EXERCISE DIRECTIONS:
Locate the string "Meadow" throughout the material and copy every line in which it occurs.
--- SUPPLIED DATA Enclosed Below ---
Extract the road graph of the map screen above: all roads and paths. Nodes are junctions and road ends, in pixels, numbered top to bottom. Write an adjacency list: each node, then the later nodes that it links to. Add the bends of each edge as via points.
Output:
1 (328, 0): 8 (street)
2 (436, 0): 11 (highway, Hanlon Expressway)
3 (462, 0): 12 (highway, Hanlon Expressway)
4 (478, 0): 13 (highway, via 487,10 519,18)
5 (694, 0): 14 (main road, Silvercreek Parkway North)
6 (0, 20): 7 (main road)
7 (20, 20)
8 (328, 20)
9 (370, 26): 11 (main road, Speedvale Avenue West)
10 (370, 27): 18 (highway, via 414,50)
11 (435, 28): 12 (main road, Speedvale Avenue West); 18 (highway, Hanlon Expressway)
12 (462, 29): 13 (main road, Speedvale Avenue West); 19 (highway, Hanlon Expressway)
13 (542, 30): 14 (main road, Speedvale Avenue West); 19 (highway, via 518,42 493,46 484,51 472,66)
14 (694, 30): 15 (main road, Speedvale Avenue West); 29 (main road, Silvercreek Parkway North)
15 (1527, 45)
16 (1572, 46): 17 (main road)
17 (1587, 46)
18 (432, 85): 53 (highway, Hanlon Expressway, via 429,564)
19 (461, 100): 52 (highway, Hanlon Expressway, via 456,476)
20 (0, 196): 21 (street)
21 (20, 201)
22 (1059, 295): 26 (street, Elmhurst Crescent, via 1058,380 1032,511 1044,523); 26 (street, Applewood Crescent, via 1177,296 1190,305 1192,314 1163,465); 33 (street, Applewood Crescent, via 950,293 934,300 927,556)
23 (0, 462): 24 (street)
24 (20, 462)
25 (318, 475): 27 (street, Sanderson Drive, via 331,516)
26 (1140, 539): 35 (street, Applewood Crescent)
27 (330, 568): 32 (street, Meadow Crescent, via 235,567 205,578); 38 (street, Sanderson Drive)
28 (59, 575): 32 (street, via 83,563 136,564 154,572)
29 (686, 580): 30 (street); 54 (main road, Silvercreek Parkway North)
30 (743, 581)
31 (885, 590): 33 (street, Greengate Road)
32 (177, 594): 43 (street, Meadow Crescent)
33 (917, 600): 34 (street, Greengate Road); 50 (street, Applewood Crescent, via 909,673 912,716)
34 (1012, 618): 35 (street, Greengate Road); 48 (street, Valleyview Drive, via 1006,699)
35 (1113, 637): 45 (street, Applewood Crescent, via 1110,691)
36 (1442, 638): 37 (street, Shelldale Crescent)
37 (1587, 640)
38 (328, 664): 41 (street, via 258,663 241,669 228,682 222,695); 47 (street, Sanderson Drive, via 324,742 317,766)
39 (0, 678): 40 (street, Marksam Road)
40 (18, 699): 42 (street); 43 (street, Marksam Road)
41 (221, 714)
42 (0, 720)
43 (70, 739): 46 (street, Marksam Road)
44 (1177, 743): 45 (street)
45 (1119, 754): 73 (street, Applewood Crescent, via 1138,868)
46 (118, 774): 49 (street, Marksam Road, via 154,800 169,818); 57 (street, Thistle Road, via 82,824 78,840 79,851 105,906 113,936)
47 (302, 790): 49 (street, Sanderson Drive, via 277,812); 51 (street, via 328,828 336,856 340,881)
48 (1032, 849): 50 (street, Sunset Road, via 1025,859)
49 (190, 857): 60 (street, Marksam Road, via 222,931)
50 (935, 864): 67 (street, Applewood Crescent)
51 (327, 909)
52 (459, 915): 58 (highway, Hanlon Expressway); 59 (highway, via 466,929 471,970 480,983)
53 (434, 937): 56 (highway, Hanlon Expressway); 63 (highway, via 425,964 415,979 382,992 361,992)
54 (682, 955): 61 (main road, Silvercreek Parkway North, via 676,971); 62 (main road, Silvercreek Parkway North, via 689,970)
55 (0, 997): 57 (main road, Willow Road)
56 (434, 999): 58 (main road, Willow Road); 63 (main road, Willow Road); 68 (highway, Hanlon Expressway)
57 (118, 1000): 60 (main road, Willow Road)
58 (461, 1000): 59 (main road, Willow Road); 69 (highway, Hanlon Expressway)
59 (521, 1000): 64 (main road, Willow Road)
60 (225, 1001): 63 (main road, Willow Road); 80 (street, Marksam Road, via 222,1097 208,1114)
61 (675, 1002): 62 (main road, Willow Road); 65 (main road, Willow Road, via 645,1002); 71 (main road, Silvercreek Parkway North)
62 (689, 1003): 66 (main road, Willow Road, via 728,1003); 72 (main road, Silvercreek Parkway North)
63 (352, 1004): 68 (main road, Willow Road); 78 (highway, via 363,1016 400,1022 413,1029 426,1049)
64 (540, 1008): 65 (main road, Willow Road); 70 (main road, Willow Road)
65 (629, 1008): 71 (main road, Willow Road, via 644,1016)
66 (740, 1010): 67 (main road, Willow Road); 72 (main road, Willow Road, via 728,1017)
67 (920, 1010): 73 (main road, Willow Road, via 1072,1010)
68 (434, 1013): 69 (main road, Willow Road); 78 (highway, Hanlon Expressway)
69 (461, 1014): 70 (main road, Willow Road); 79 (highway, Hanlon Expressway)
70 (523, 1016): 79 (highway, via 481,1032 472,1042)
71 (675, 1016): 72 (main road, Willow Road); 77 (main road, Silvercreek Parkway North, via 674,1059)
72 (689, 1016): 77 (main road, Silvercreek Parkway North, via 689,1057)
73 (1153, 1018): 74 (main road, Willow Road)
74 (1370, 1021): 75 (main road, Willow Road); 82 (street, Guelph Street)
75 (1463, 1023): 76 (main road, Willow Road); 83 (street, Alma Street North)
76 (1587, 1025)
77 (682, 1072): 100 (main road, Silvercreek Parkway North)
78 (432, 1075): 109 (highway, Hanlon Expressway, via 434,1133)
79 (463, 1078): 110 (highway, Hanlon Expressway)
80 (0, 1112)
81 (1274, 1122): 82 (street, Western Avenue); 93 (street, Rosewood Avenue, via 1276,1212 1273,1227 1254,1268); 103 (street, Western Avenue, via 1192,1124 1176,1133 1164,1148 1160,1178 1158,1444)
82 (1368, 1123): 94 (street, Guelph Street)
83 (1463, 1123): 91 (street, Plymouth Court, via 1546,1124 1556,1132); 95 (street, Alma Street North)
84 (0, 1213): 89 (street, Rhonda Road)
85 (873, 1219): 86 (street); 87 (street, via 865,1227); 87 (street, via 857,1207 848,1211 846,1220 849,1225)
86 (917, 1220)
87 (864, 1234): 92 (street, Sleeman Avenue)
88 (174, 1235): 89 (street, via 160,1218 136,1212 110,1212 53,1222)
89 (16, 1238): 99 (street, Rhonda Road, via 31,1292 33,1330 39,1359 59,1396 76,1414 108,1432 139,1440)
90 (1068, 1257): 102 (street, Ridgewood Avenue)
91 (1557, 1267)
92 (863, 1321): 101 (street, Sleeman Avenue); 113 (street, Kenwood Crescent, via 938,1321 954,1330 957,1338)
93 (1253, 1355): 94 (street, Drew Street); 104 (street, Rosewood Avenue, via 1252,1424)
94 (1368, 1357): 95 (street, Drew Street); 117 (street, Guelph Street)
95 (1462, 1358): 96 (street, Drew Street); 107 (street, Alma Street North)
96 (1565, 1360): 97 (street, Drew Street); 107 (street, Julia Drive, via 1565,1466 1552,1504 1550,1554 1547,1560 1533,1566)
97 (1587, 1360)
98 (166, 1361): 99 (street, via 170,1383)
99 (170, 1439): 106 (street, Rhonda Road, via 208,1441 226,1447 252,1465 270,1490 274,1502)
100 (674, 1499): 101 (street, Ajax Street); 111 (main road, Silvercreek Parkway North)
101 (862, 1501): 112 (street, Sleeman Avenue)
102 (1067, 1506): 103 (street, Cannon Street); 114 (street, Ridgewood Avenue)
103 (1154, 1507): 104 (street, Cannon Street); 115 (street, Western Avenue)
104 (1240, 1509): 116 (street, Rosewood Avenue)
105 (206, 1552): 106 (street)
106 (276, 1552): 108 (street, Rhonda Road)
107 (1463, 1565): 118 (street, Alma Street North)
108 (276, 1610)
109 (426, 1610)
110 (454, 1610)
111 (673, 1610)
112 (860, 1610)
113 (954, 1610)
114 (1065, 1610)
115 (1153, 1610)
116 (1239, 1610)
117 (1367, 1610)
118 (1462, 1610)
--- End of Enclosed SUPPLIED DATA ---
ANSWER FOR THE TASK:
27 (330, 568): 32 (street, Meadow Crescent, via 235,567 205,578); 38 (street, Sanderson Drive)
32 (177, 594): 43 (street, Meadow Crescent)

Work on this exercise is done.